Interview with Clive Thornton
In 1967, The then Chief Executive of Abbey National, Stanley Morton, became a member of the MKDC Board. This was soon after Clive was appointed Abbey’s Chief Solicitor. He asked Clive to visit MK & look for opportunities there for Abbey National. There seemed little to offer at this early stage, but during the early 1970s, Abbey thoroughly surveyed potential sites for their expanding headquarters team, and concluded that Milton Keynes had become the ideal location, given its position, the planned central railway station and housing for employees. Abbey approached MKDC with proposals for offices, but were frustrated by Fred Roche, the General Manager of MKDC, insisting on the ‘low-rise city’ policy, which did not meet Abbey’s requirements. They were also offered a site next to the sewage works, which Clive objected to.
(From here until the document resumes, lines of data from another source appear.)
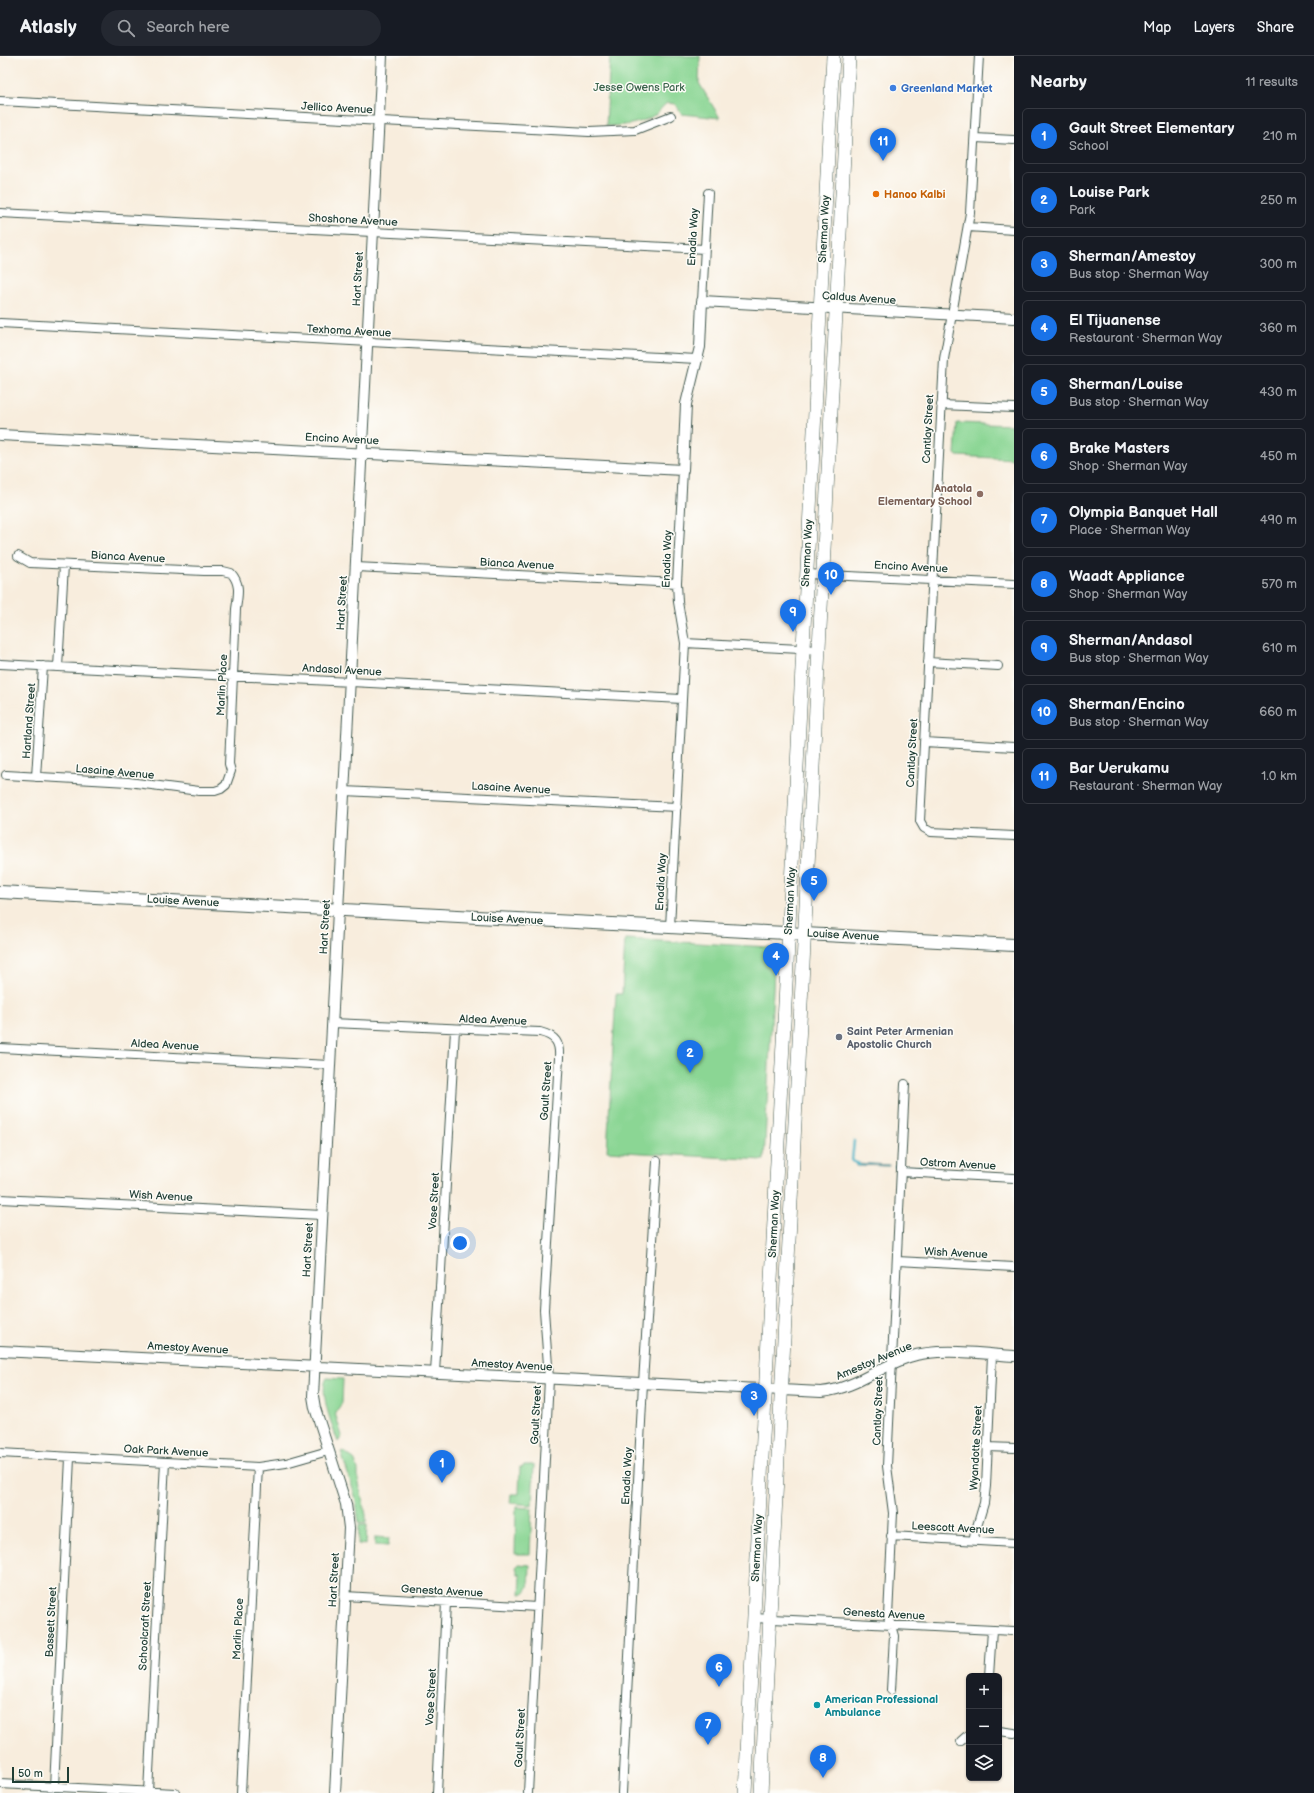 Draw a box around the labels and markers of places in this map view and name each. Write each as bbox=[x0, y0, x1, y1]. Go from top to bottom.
place label: Greenland Market bbox=[901, 82, 993, 95]
marker: Greenland Market bbox=[888, 83, 898, 93]
pin: 11 bbox=[870, 128, 896, 161]
place label: Hanoo Kalbi bbox=[884, 188, 946, 201]
marker: Hanoo Kalbi bbox=[871, 189, 881, 199]
place label: Anatola Elementary School bbox=[878, 482, 972, 508]
marker: Anatola Elementary School bbox=[975, 489, 985, 499]
pin: 10 bbox=[818, 562, 844, 595]
pin: 9 bbox=[780, 599, 806, 632]
pin: 5 bbox=[801, 868, 827, 901]
pin: 4 bbox=[763, 943, 789, 976]
place label: Saint Peter Armenian Apostolic Church bbox=[846, 1025, 953, 1051]
marker: Saint Peter Armenian Apostolic Church bbox=[834, 1032, 844, 1042]
pin: 2 bbox=[677, 1040, 703, 1073]
pin: 3 bbox=[741, 1383, 767, 1416]
pin: 1 bbox=[429, 1450, 455, 1483]
pin: 6 bbox=[706, 1654, 732, 1687]
place label: American Professional Ambulance bbox=[824, 1693, 938, 1719]
marker: American Professional Ambulance bbox=[812, 1700, 822, 1710]
pin: 7 bbox=[695, 1712, 721, 1745]
pin: 8 bbox=[810, 1745, 836, 1778] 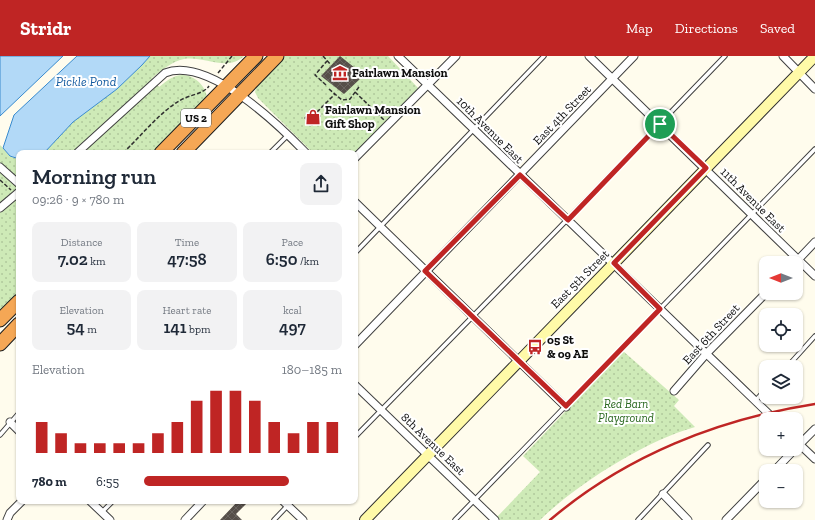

In 1978, after various changes in management, Clive became Abbey’s C.E.O. himself, under Chairman Campbell Adamson; they decided to visit Jock Campbell, MKDC Chairman, to propose to him that Abbey should have a freehold, five-storey, traditionally built headquarters building in MK, specifically on a site opposite the railway station. Jock Campbell saw the benefits Abbey could bring to MK in terms of employees and business, and the proposal was then accepted by MKDC Board, over-riding the previous ‘two-storeys’ only notion. Once the Abbey’s Board heard that they had been promised all they had asked for, in a city that now had sufficient housing for staff to move there, the move was agreed. Clive started the persuasion of staff to move to MK by buying a house himself in Pennylands, off-plan; the office design and building process moved fairly quickly, he says, but by the time staff were able to move in, he was no longer in post, having left Abbey in 1983 for Mirror Group newspapers. Looking back, Clive believes that the move to MK in 1983 (and later establishing their Computer Centre there also) has been a ‘great thing’ for Abbey National. In his view they had little difficulty persuading the core staff to move.